=== Data section ===
================

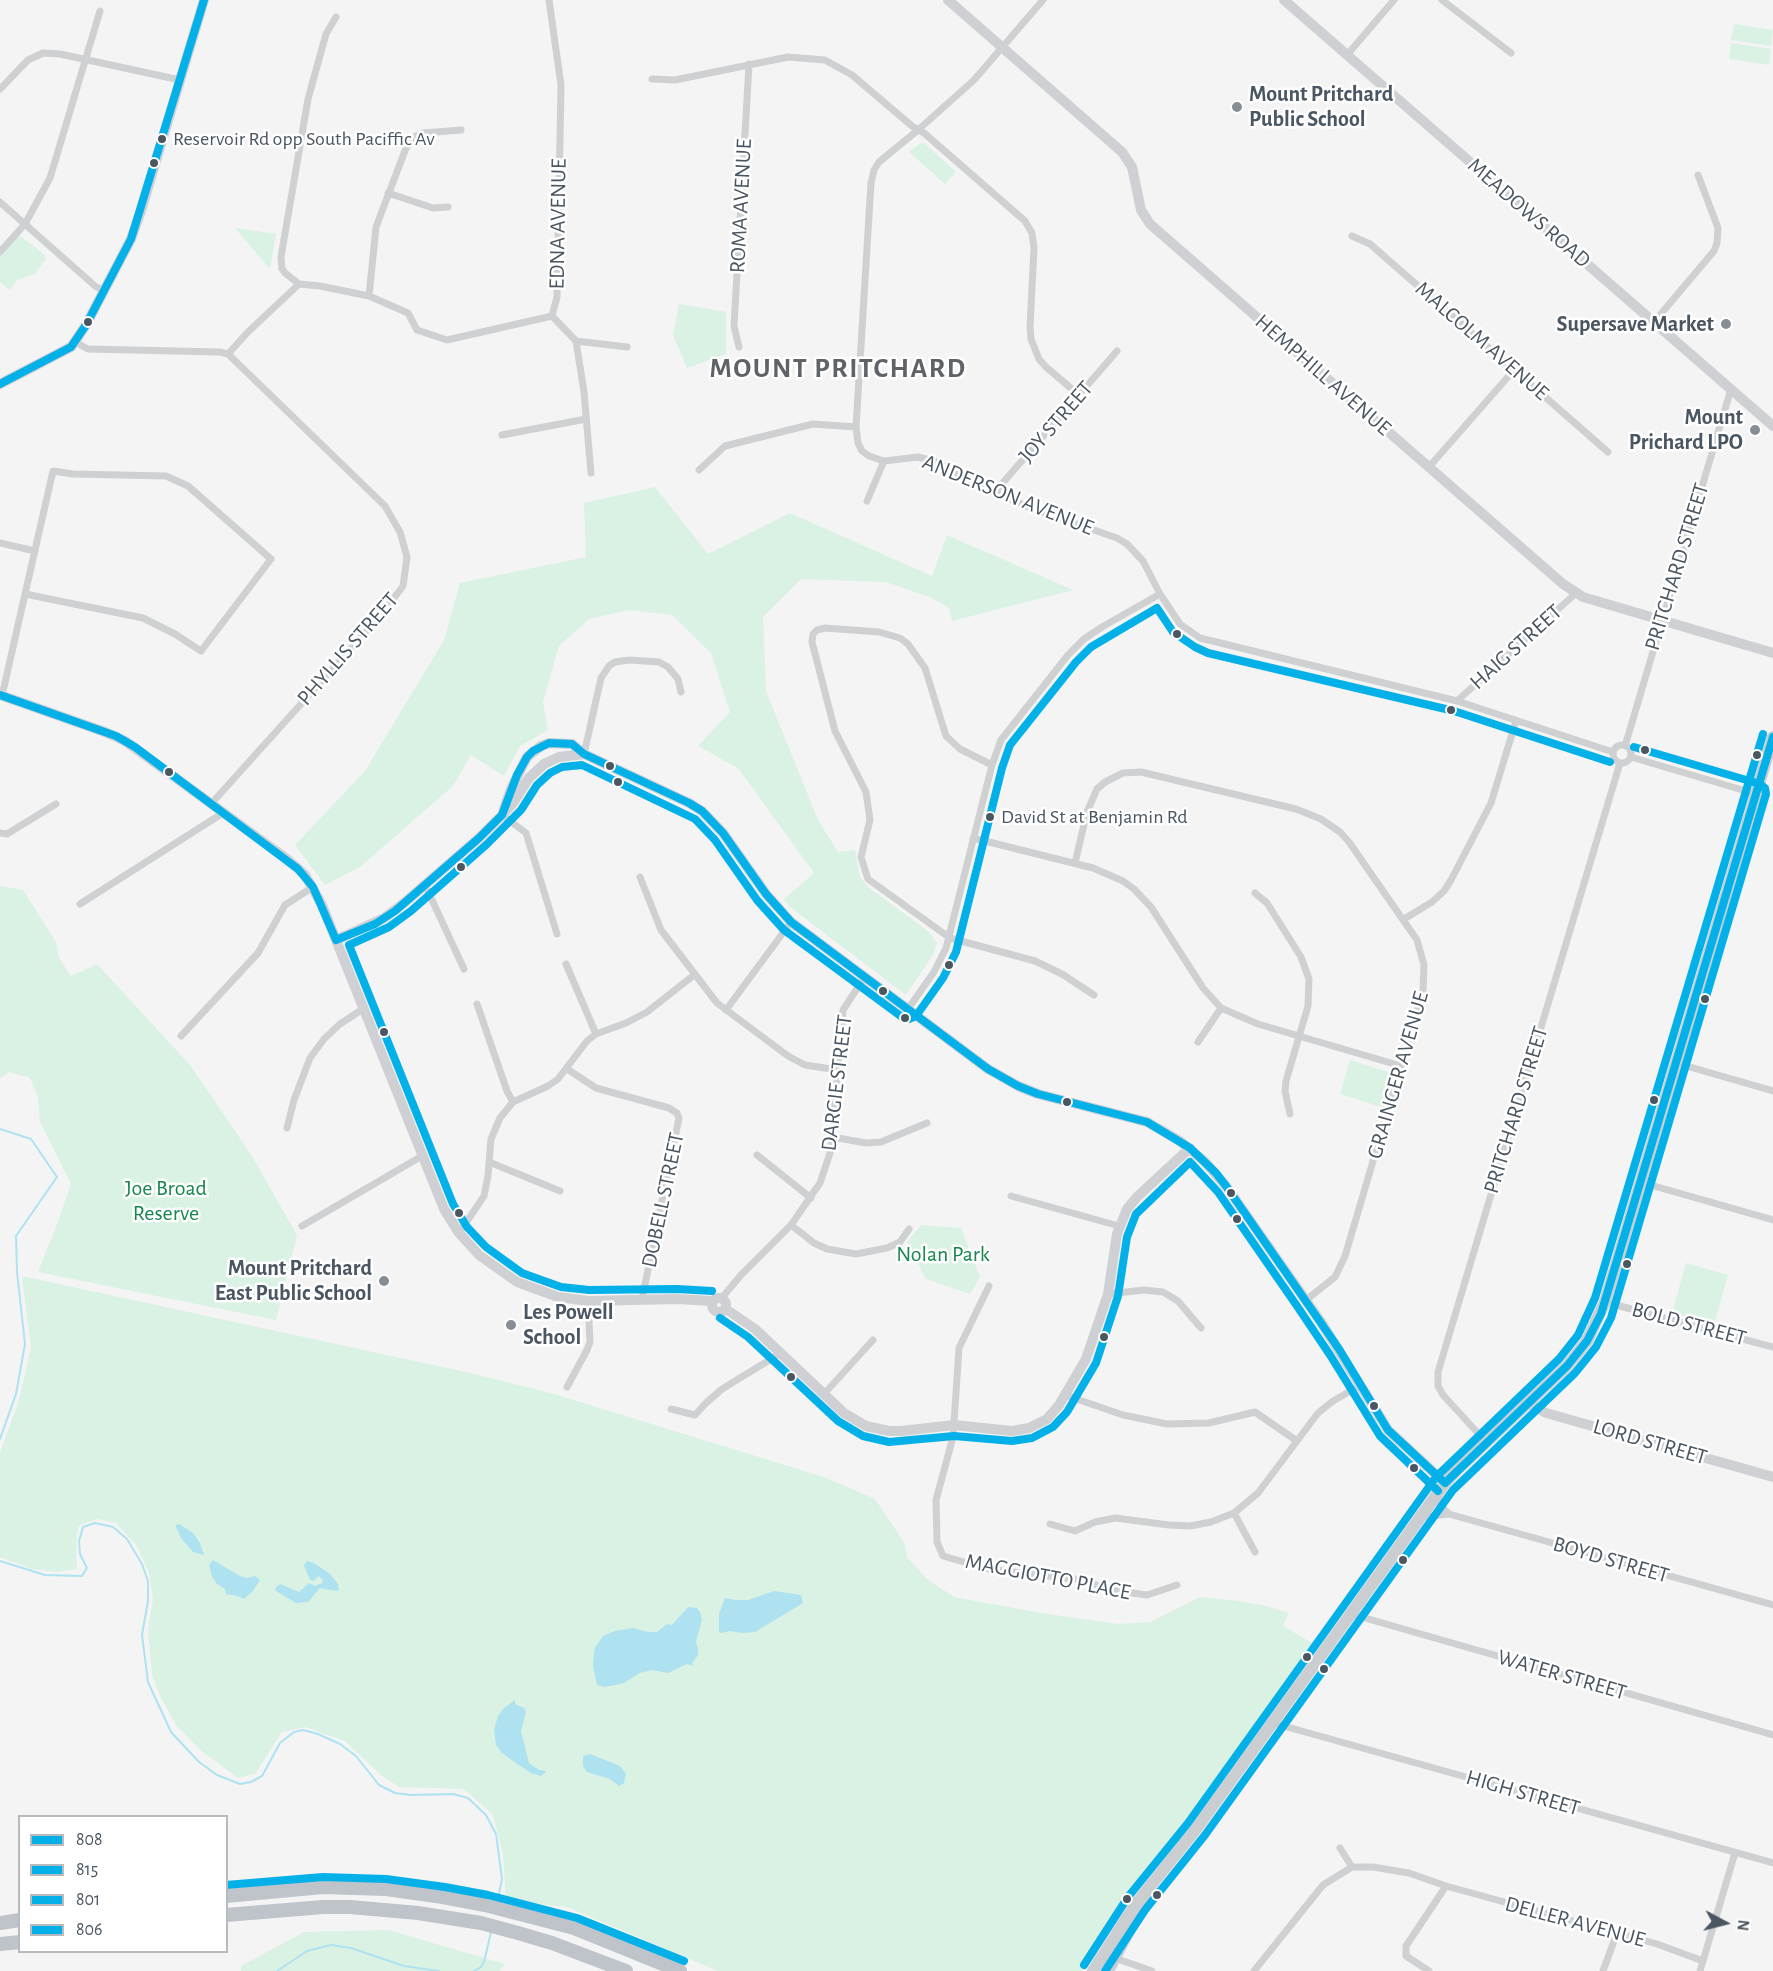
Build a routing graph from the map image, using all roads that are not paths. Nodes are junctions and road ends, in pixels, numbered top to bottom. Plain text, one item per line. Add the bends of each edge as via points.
1 (204, 0) edge
2 (549, 0) edge
3 (948, 0) edge
4 (1043, 0) edge
5 (1284, 0) edge
6 (1394, 0) edge
7 (1442, 0) edge
8 (100, 11) dead end
9 (336, 17) dead end
10 (1002, 47) junction
11 (1511, 53) dead end
12 (1347, 55) junction
13 (85, 60) junction
14 (749, 64) junction
15 (652, 79) dead end
16 (180, 81) junction
17 (0, 89) edge
18 (461, 130) dead end
19 (918, 130) junction
20 (1698, 175) dead end
21 (388, 193) junction
22 (0, 202) edge
23 (448, 207) dead end
24 (25, 224) junction
25 (1352, 236) dead end
26 (0, 252) edge
27 (299, 284) junction
28 (104, 291) junction
29 (369, 296) junction
30 (552, 316) junction
31 (1654, 321) junction
32 (576, 341) junction
33 (75, 342) junction
34 (627, 347) dead end
35 (739, 347) dead end
36 (1117, 351) dead end
37 (228, 354) junction
38 (1514, 370) junction
39 (0, 384) edge
40 (1731, 389) junction
41 (1079, 394) junction
42 (586, 419) junction
43 (856, 426) junction
44 (1773, 426) edge
45 (502, 435) dead end
46 (1608, 452) dead end
47 (884, 461) junction
48 (1429, 467) junction
49 (699, 470) dead end
50 (591, 473) dead end
51 (994, 493) junction
52 (867, 501) dead end
53 (0, 543) edge
54 (35, 551) junction
55 (1576, 593) junction
56 (25, 594) junction
57 (1160, 594) junction
58 (1662, 620) junction
59 (1773, 654) edge
60 (681, 692) dead end
61 (1, 695) edge
62 (1457, 701) junction
63 (1516, 721) junction
64 (1773, 737) edge
65 (1625, 746) junction
66 (1613, 752) junction
67 (584, 754) junction
68 (1631, 757) junction
69 (1620, 763) junction
70 (992, 765) junction
71 (1756, 794) junction
72 (56, 804) dead end
73 (211, 804) junction
74 (223, 813) junction
75 (502, 815) junction
76 (0, 833) edge
77 (974, 838) junction
78 (1075, 862) junction
79 (640, 877) dead end
80 (425, 885) junction
81 (313, 887) junction
82 (1255, 893) dead end
83 (80, 904) dead end
84 (1404, 919) junction
85 (791, 922) junction
86 (557, 934) dead end
87 (950, 938) junction
88 (336, 940) junction
89 (566, 964) dead end
90 (464, 969) dead end
91 (694, 975) junction
92 (864, 978) junction
93 (1094, 995) dead end
94 (477, 1004) dead end
95 (1221, 1008) junction
96 (363, 1009) junction
97 (908, 1009) junction
98 (726, 1010) junction
99 (596, 1034) junction
100 (181, 1036) dead end
101 (1300, 1036) junction
102 (1198, 1042) dead end
103 (1676, 1063) junction
104 (1401, 1066) junction
105 (567, 1069) junction
106 (838, 1070) junction
107 (1773, 1091) edge
108 (513, 1102) junction
109 (1290, 1114) dead end
110 (927, 1123) dead end
111 (287, 1128) dead end
112 (832, 1137) junction
113 (1190, 1148) junction
114 (757, 1155) dead end
115 (422, 1156) junction
116 (489, 1162) junction
117 (1640, 1182) junction
118 (560, 1191) dead end
119 (1011, 1196) dead end
120 (811, 1198) junction
121 (1773, 1220) edge
122 (791, 1225) junction
123 (302, 1226) dead end
124 (1119, 1226) junction
125 (909, 1229) dead end
126 (459, 1233) junction
127 (989, 1286) dead end
128 (1108, 1294) junction
129 (642, 1299) junction
130 (1306, 1300) junction
131 (588, 1301) junction
132 (1605, 1302) junction
133 (720, 1303) junction
134 (1201, 1328) dead end
135 (873, 1340) dead end
136 (1773, 1347) edge
137 (781, 1353) junction
138 (1360, 1385) junction
139 (567, 1387) dead end
140 (824, 1394) junction
141 (1065, 1395) junction
142 (1528, 1404) junction
143 (671, 1409) dead end
144 (954, 1425) junction
145 (1297, 1440) junction
146 (1486, 1442) junction
147 (1773, 1477) edge
148 (1446, 1482) junction
149 (1437, 1494) junction
150 (1234, 1513) junction
151 (1449, 1514) junction
152 (1420, 1518) junction
153 (1050, 1524) dead end
154 (1255, 1552) dead end
155 (1177, 1585) dead end
156 (1773, 1605) edge
157 (1351, 1614) junction
158 (1273, 1723) junction
159 (1773, 1735) edge
160 (1340, 1848) dead end
161 (1735, 1852) junction
162 (1773, 1863) edge
163 (1353, 1866) junction
164 (1446, 1886) junction
165 (228, 1896) edge
166 (228, 1915) edge
167 (18, 1920) edge
168 (0, 1923) edge
169 (1617, 1933) junction
170 (18, 1942) edge
171 (0, 1944) edge
172 (1109, 1955) junction
173 (1703, 1961) junction
174 (626, 1971) edge
175 (680, 1971) edge
176 (1093, 1971) edge
177 (1108, 1971) edge
178 (1152, 1971) edge
179 (1254, 1971) edge
180 (1429, 1971) edge
181 (1603, 1971) edge
182 (1700, 1971) edge

1 - 16 street
2 - 30 street, EDNA AVENUE via 561,85 557,297
3 - 10 street, HEMPHILL AVENUE
4 - 10 street
5 - 12 street, MEADOWS ROAD
6 - 12 street
7 - 11 street
8 - 13 street
9 - 27 street via 326,34 308,99 281,257 282,269
10 - 19 street via 960,93
10 - 48 street, HEMPHILL AVENUE via 1128,159 1141,210 1150,224
12 - 31 street, MEADOWS ROAD
13 - 16 street
13 - 17 street via 52,53 36,56
13 - 24 street via 50,178
14 - 15 street via 675,80
14 - 19 street via 788,57 825,60 852,75
14 - 35 street, ROMA AVENUE via 735,327
16 - 28 street via 131,239
18 - 21 street via 416,136 406,148
19 - 41 street via 1029,227 1034,248 1031,339 1046,367
19 - 43 street via 879,162 872,176
20 - 31 street via 1718,228 1718,243
21 - 23 street via 433,208
21 - 29 street via 374,237
22 - 24 street
24 - 26 street
24 - 28 street
25 - 38 street, MALCOLM AVENUE via 1370,244
27 - 29 street, EDNA AVENUE
27 - 37 street
28 - 33 street
29 - 30 street, EDNA AVENUE via 408,312 417,330 447,340
30 - 32 street
31 - 40 street, MEADOWS ROAD
32 - 34 street
32 - 42 street
33 - 37 street via 88,349
33 - 39 street
36 - 41 street, JOY STREET
37 - 73 street, PHYLLIS STREET via 385,506 400,531 407,557 404,586 381,615
38 - 46 street, MALCOLM AVENUE
38 - 48 street
40 - 44 street, MEADOWS ROAD
40 - 58 street, PRITCHARD STREET
41 - 51 street, JOY STREET
42 - 45 street
42 - 50 street
43 - 47 street via 862,451
43 - 49 street via 813,424 725,446
47 - 51 street, ANDERSON AVENUE via 928,459
47 - 52 street
48 - 55 street, HEMPHILL AVENUE
51 - 57 street, ANDERSON AVENUE via 1117,537 1143,561
53 - 54 street
54 - 56 street
54 - 56 street via 53,471 166,476 188,486 271,559 201,651 143,618
55 - 58 street, HEMPHILL AVENUE
55 - 62 street, HAIG STREET
56 - 61 street
57 - 62 street, ANDERSON AVENUE via 1180,624 1211,643
57 - 70 street via 1076,646 1006,732
58 - 59 street, HEMPHILL AVENUE
58 - 65 street, PRITCHARD STREET
60 - 67 street via 678,679 659,662 615,662 601,678
61 - 73 street via 116,736
62 - 63 street, ANDERSON AVENUE
63 - 66 street, ANDERSON AVENUE
63 - 84 street via 1491,803 1451,880 1432,902
64 - 71 main road
65 - 66 street via 1618,746
65 - 68 street
66 - 69 street
67 - 75 street via 559,757 544,764
67 - 75 street via 572,744 558,742 533,751 517,775
67 - 85 street via 702,811
68 - 69 street
68 - 71 street
69 - 146 street, PRITCHARD STREET via 1438,1372 1443,1395
70 - 77 street
70 - 87 street via 960,749 946,736 925,668 900,638 879,632 825,628 813,634 835,731 866,792 870,820 861,857 868,879
71 - 103 main road
72 - 76 street via 7,834
73 - 74 street
74 - 81 street via 287,859
74 - 83 street
75 - 80 street
75 - 86 street via 526,833
77 - 78 street
77 - 87 street
78 - 84 street, GRAINGER AVENUE via 1097,789 1123,773 1141,772 1296,809 1321,819 1349,842
78 - 95 street via 1110,874 1134,889
79 - 91 street via 661,930
80 - 88 street via 384,918
80 - 90 street
81 - 88 street
81 - 100 street via 285,905 258,953
82 - 101 street via 1267,903 1306,968 1308,1006
84 - 104 street, GRAINGER AVENUE via 1422,953 1425,979
85 - 92 street
85 - 98 street
87 - 93 street via 1035,961
87 - 97 street via 939,965
88 - 96 street
89 - 99 street
91 - 98 street
91 - 99 street via 647,1012
92 - 97 street
92 - 106 street, DARGIE STREET via 843,1010
94 - 108 street
95 - 101 street
95 - 102 street
96 - 111 street via 332,1031 310,1058
96 - 115 street
97 - 113 street via 988,1069 1018,1086 1060,1101 1147,1122
98 - 106 street via 796,1060
99 - 105 street
101 - 104 street
101 - 109 street via 1286,1081
103 - 107 street
103 - 117 main road
104 - 130 street, GRAINGER AVENUE via 1341,1267 1328,1284
105 - 108 street via 548,1086
105 - 129 street, DOBELL STREET via 596,1088 669,1108 679,1118
106 - 112 street, DARGIE STREET
108 - 116 street via 493,1130
110 - 112 street via 881,1142
112 - 120 street, DARGIE STREET via 826,1167
113 - 124 street via 1137,1197
113 - 130 street via 1221,1180
114 - 120 street
115 - 123 street
115 - 126 street via 444,1209
116 - 118 street
116 - 126 street via 484,1196
117 - 121 street
117 - 132 main road
119 - 124 street
120 - 122 street, DARGIE STREET
122 - 125 street via 827,1249 856,1254 900,1242
122 - 133 street, DARGIE STREET via 741,1275
124 - 128 street
126 - 131 street via 491,1265 517,1282 545,1294
127 - 144 street via 959,1348
128 - 134 street via 1163,1292 1178,1300
128 - 141 street via 1086,1359
129 - 131 street
129 - 133 street
130 - 138 street
131 - 139 street via 590,1342
132 - 136 street, BOLD STREET
132 - 142 main road via 1595,1327 1576,1356
133 - 137 street
135 - 140 street
137 - 140 street
137 - 143 street via 714,1396 695,1415
138 - 145 street via 1324,1407
138 - 148 street via 1388,1430
140 - 144 street via 856,1421 876,1429 901,1431
141 - 144 street via 1047,1419 1021,1430
141 - 145 street via 1167,1424 1209,1423 1255,1412
142 - 146 main road
142 - 147 street, LORD STREET via 1546,1413
144 - 155 street, MAGGIOTTO PLACE via 936,1500 937,1542 943,1556 988,1569 1082,1580 1111,1590 1147,1595
145 - 150 street via 1258,1493
146 - 148 main road
148 - 149 main road
149 - 151 street via 1440,1505
149 - 152 main road
150 - 153 street via 1190,1526 1115,1518 1075,1531
150 - 154 street
151 - 152 street, BOYD STREET
151 - 156 street, BOYD STREET
152 - 157 main road
157 - 158 main road
157 - 159 street, WATER STREET
158 - 161 street, HIGH STREET
158 - 172 main road
160 - 163 street
161 - 162 street, HIGH STREET
161 - 173 street
163 - 164 street, DELLER AVENUE via 1409,1873
163 - 179 street via 1323,1885
164 - 169 street, DELLER AVENUE
164 - 180 street via 1406,1946 1406,1956
165 - 175 highway via 353,1887 443,1897 574,1928
166 - 174 highway via 296,1908 398,1910 481,1923 552,1943
167 - 168 highway
169 - 173 street, DELLER AVENUE
169 - 181 street
170 - 171 highway
172 - 176 main road
172 - 177 main road
172 - 178 street
173 - 182 street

================

=== Brief ===
Work through the listing above, counting every line that has the string "HEMPHILL" in it. Give only the final count.

=== Result of this exercise ===
5